VOTE: NO – Died In Committee
Status (overview) of bill: https://olis.oregonlegislature.gov/liz/2020R1/Measures/Overview/HB4135
Committee assigned to bill: https://olis.oregonlegislature.gov/liz/2020R1/Committees/HEE/Overview
This bill requires electric companies to expend any revenues from participation as credit aggregator or credit generator in clean fuels program on transportation electrification. Requires electric companies to invest one percent of total rates collected in programs to accelerate transportation electrification.

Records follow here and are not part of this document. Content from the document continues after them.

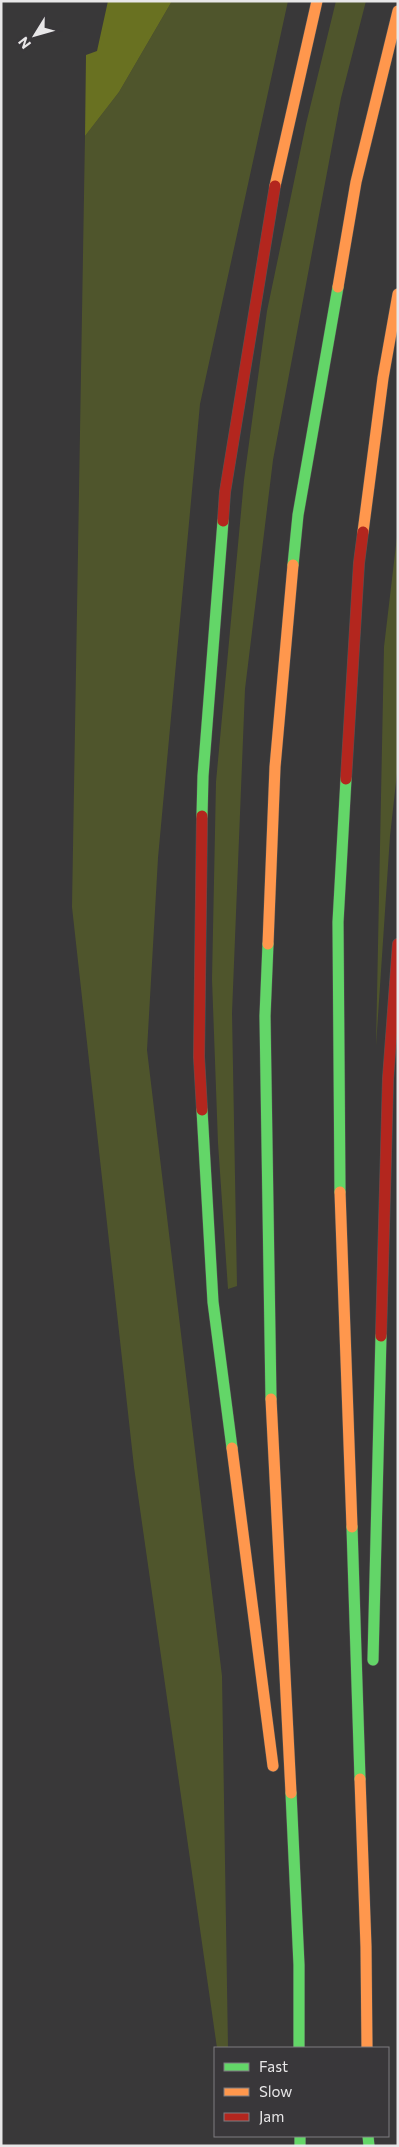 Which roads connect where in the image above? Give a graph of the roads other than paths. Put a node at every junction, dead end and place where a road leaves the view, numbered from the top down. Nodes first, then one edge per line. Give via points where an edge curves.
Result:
1 (317, 1) edge
2 (398, 11) edge
3 (398, 294) edge
4 (398, 944) edge
5 (373, 1668) dead end
6 (371, 1747) dead end
7 (275, 1777) dead end
8 (281, 1827) dead end
9 (366, 1947) junction
10 (299, 1965) junction
11 (299, 2047) edge
12 (367, 2047) edge

1 - 7 highway via 275,184 225,492 203,776 198,1057 213,1302
2 - 10 highway via 356,182 298,515 274,767 265,1016 271,1379
3 - 9 highway via 383,378 360,564 338,922 340,1191
4 - 5 highway via 388,1079
6 - 9 highway
8 - 10 highway
9 - 12 highway
10 - 11 highway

Utilities shall invest no less than one percent of the total rates collected annually by the consumer-owned utility from customers in programs to accelerate transportation electrification until 2026. An electric company that is a credit aggregator or credit generator and that receives revenues through the sale of credits under the clean fuels program shall use the revenues for programs to accelerate transportation electrification. In addition to the one percent electric companies are required to invest, an electric company is allowed to recover costs from all ratepayers for prudent investments or expenses in infrastructure measures, including infrastructure measures behind the meter, that support transportation electrification.
A republic government does not pick winners or losers. Buying and selling credits that aren’t attached to anything of value is a scam to collect revenue to support government predetermined goals. Electric vehicles still uses fuels to generate electricity, and add an impact to the electric grid, which should be studied for rolling blackouts. When taking well-to-wheel emissions into account, all-electric vehicles emit an average of around 4,450 pounds of CO2 equivalent each year. By comparison, conventional gasoline cars will emit twice as much annually.

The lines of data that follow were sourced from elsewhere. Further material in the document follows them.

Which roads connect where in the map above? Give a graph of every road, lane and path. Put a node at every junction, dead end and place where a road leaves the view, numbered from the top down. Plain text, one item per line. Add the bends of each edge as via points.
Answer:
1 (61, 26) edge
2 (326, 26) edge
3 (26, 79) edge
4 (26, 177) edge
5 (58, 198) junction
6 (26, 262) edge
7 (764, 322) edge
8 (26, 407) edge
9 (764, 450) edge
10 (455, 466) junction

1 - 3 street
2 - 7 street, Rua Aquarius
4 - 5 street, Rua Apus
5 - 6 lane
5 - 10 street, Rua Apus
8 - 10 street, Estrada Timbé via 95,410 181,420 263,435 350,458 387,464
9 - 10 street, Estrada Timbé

In Oregon hydro power provides at least half of the net electricity generated. The greenhouse effect from the emissions from reservoirs may be equal to or greater than the greenhouse effect of the carbon dioxide emissions from an equivalent amount of electricity generation with fossil fuels. (according to Brazil’s National Institute for Space Research) Natural gas fuels, considered the “cleanest” fossil fuel emitting 50 to 60 percent less carbon dioxide than coal, is the second-largest share at one-fourth with coal third and wind, biomass, solar, and geothermal power providing the rest.
It is not a given that electrification of our transportation will accomplish anything but a burden on the economy.